Activity:
Output all entries exactly; images excluded.

[Collected data entries]
————

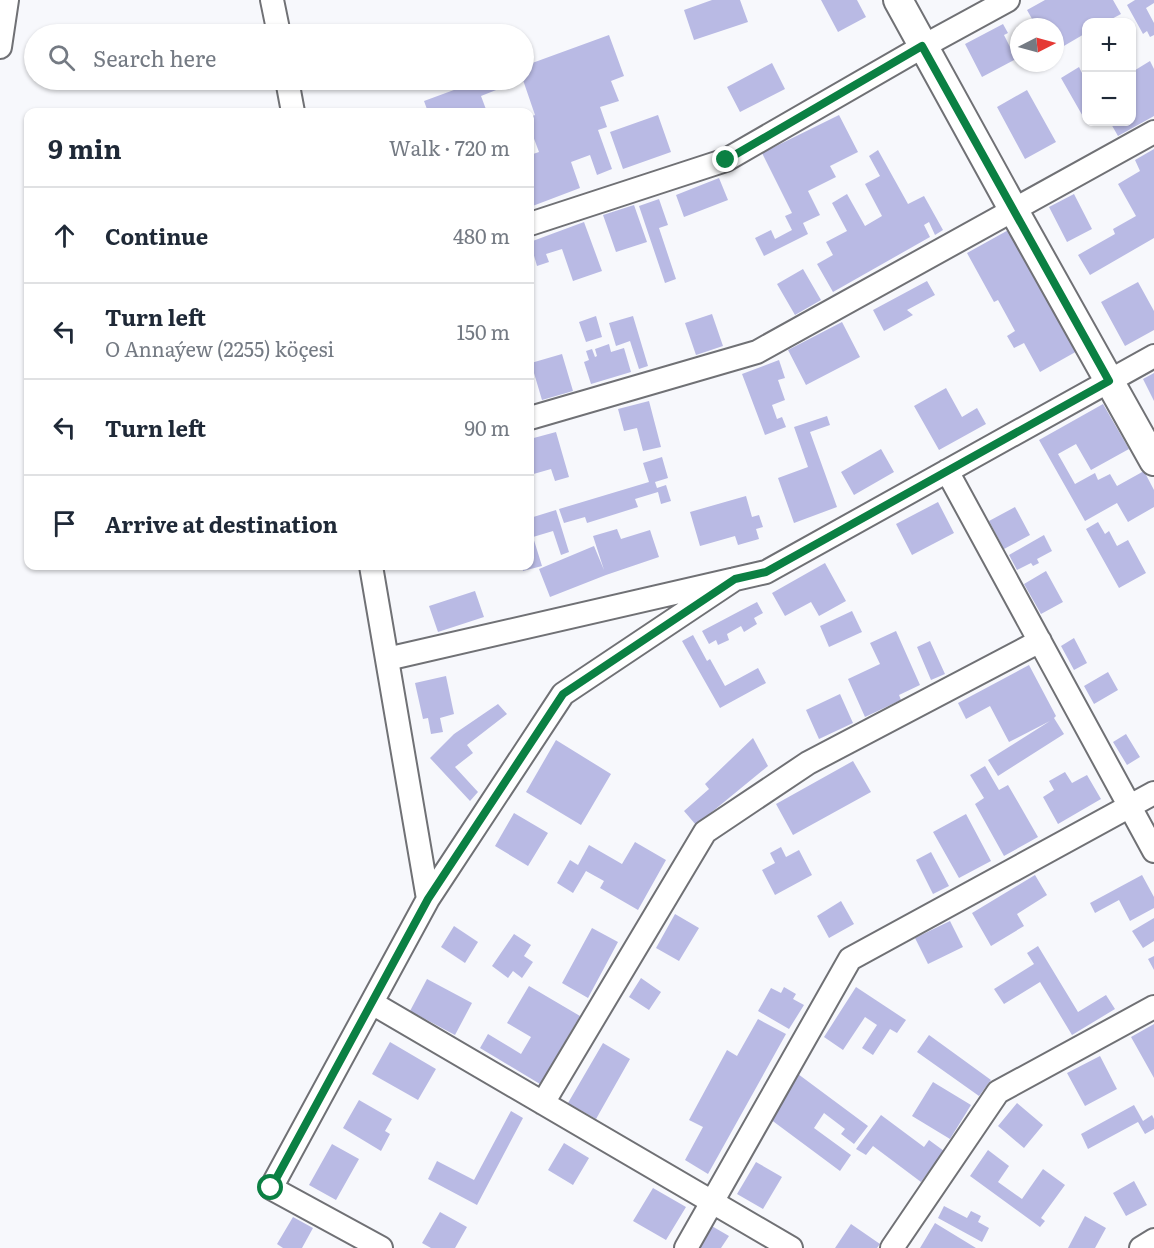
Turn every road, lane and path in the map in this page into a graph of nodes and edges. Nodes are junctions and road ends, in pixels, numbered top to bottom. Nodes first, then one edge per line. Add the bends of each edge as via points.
1 (7, 0) edge
2 (273, 0) edge
3 (898, 0) edge
4 (1008, 0) edge
5 (277, 24) edge
6 (922, 46) junction
7 (0, 47) edge
8 (289, 90) edge
9 (292, 108) edge
10 (1154, 132) edge
11 (1013, 209) junction
12 (534, 223) edge
13 (1154, 356) edge
14 (1109, 381) junction
15 (534, 417) edge
16 (1154, 461) edge
17 (947, 471) junction
18 (372, 570) edge
19 (735, 579) junction
20 (1040, 641) junction
21 (387, 659) junction
22 (1154, 793) edge
23 (1130, 806) junction
24 (1154, 851) edge
25 (428, 899) junction
26 (372, 1003) junction
27 (1154, 1007) edge
28 (543, 1103) junction
29 (712, 1202) junction
30 (1154, 1239) edge
31 (381, 1248) edge
32 (686, 1248) edge
33 (791, 1248) edge
34 (892, 1248) edge
35 (1141, 1248) edge

1 - 7 street
2 - 5 street
3 - 6 main road
4 - 6 street
6 - 11 main road
6 - 12 street via 726,160
8 - 9 street
10 - 11 street
11 - 14 main road
11 - 15 street via 757,352
13 - 14 street
14 - 16 main road
14 - 17 street
17 - 19 street via 766,572
17 - 20 street
18 - 21 street
19 - 21 street
19 - 25 street via 563,694
20 - 23 street
20 - 28 street via 808,763 705,832
21 - 25 street
22 - 23 street
23 - 24 street
23 - 29 street via 850,959
25 - 26 street
26 - 28 street
26 - 31 street via 271,1188
27 - 34 street via 998,1092
28 - 29 street
29 - 32 street
29 - 33 street
30 - 35 street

————

Task response:
Turn every road, lane and path in the map in this page into a graph of nodes and edges. Nodes are junctions and road ends, in pixels, numbered top to bottom. Nodes first, then one edge per line. Add the bends of each edge as via points.
1 (7, 0) edge
2 (273, 0) edge
3 (898, 0) edge
4 (1008, 0) edge
5 (277, 24) edge
6 (922, 46) junction
7 (0, 47) edge
8 (289, 90) edge
9 (292, 108) edge
10 (1154, 132) edge
11 (1013, 209) junction
12 (534, 223) edge
13 (1154, 356) edge
14 (1109, 381) junction
15 (534, 417) edge
16 (1154, 461) edge
17 (947, 471) junction
18 (372, 570) edge
19 (735, 579) junction
20 (1040, 641) junction
21 (387, 659) junction
22 (1154, 793) edge
23 (1130, 806) junction
24 (1154, 851) edge
25 (428, 899) junction
26 (372, 1003) junction
27 (1154, 1007) edge
28 (543, 1103) junction
29 (712, 1202) junction
30 (1154, 1239) edge
31 (381, 1248) edge
32 (686, 1248) edge
33 (791, 1248) edge
34 (892, 1248) edge
35 (1141, 1248) edge

1 - 7 street
2 - 5 street
3 - 6 main road
4 - 6 street
6 - 11 main road
6 - 12 street via 726,160
8 - 9 street
10 - 11 street
11 - 14 main road
11 - 15 street via 757,352
13 - 14 street
14 - 16 main road
14 - 17 street
17 - 19 street via 766,572
17 - 20 street
18 - 21 street
19 - 21 street
19 - 25 street via 563,694
20 - 23 street
20 - 28 street via 808,763 705,832
21 - 25 street
22 - 23 street
23 - 24 street
23 - 29 street via 850,959
25 - 26 street
26 - 28 street
26 - 31 street via 271,1188
27 - 34 street via 998,1092
28 - 29 street
29 - 32 street
29 - 33 street
30 - 35 street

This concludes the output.